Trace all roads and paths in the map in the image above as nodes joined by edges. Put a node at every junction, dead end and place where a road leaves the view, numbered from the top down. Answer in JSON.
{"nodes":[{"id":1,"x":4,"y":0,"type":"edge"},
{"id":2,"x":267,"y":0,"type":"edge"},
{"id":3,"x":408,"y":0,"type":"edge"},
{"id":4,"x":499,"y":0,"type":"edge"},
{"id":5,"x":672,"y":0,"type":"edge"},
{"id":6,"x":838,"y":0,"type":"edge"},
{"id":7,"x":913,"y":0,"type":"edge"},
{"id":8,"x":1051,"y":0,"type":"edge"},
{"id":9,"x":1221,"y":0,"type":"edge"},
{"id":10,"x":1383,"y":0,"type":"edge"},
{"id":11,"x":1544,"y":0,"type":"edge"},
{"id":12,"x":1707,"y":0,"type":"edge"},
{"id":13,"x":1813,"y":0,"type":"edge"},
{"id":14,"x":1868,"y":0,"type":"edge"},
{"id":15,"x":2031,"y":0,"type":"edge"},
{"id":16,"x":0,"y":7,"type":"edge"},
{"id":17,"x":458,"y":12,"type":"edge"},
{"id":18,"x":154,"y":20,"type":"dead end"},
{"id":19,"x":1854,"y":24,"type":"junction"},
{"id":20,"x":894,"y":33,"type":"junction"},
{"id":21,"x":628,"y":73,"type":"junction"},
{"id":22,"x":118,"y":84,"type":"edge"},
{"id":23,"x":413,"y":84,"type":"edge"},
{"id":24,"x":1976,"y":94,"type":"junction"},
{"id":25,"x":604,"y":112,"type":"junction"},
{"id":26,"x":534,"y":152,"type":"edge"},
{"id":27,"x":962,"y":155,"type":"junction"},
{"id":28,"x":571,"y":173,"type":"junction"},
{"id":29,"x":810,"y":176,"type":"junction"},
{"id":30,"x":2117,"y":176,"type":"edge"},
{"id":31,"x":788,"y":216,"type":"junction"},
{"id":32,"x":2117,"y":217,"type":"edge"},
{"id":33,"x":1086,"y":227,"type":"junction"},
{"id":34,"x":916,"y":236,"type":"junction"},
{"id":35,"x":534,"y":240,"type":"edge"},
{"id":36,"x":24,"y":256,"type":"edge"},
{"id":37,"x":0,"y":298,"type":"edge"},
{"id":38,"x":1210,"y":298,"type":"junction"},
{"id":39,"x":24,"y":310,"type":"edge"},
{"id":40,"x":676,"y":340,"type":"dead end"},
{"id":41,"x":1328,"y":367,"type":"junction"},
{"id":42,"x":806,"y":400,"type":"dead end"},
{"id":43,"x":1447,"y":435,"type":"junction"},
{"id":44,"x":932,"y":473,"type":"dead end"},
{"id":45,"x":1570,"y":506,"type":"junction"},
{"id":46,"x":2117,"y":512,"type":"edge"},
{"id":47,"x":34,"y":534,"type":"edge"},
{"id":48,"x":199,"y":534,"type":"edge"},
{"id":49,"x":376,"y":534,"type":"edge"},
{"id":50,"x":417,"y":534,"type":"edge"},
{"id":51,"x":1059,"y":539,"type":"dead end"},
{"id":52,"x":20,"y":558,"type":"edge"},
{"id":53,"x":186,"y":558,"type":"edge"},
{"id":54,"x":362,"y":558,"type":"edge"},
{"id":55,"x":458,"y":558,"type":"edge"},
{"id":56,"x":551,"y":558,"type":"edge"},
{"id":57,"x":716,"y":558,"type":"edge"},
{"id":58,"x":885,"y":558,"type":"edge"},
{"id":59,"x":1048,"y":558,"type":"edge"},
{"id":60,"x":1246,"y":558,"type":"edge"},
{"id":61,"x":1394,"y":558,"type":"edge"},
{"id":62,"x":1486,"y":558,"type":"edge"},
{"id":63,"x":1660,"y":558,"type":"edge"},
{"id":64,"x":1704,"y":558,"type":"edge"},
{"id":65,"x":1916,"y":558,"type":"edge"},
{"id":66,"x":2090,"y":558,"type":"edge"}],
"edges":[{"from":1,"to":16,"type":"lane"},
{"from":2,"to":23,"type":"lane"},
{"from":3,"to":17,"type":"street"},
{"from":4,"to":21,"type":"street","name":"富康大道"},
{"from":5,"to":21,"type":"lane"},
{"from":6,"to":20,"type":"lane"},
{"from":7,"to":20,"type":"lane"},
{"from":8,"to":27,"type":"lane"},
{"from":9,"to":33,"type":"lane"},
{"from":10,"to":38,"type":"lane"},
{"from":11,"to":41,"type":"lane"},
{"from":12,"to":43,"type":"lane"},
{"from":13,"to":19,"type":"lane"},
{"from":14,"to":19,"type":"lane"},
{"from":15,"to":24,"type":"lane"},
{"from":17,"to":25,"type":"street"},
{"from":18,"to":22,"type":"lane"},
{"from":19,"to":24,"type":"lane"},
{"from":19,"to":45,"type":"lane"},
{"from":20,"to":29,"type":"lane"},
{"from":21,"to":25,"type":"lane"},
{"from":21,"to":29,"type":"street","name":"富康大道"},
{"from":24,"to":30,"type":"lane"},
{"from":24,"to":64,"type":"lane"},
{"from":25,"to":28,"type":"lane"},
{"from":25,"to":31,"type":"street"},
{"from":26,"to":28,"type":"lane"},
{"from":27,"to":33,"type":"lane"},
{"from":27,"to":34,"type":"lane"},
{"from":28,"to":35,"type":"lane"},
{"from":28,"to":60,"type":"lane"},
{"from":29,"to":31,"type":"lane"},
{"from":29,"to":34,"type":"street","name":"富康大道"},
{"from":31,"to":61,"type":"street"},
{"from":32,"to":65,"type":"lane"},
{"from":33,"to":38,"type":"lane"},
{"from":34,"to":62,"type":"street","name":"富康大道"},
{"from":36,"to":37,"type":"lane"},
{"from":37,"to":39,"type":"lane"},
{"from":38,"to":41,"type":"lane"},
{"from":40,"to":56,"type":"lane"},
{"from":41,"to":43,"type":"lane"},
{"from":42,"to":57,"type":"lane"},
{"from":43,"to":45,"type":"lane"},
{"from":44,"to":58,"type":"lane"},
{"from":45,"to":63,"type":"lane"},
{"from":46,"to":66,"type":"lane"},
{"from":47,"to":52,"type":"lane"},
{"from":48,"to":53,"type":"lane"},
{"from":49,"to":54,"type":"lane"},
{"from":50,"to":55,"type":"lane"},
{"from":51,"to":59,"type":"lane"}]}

**Work order:**
Scan the material for the string "nodes". Copy each line where it appears.

**Completed exercise:**
Trace all roads and paths in the map in the image above as nodes joined by edges. Put a node at every junction, dead end and place where a road leaves the view, numbered from the top down. Answer in JSON.
{"nodes":[{"id":1,"x":4,"y":0,"type":"edge"},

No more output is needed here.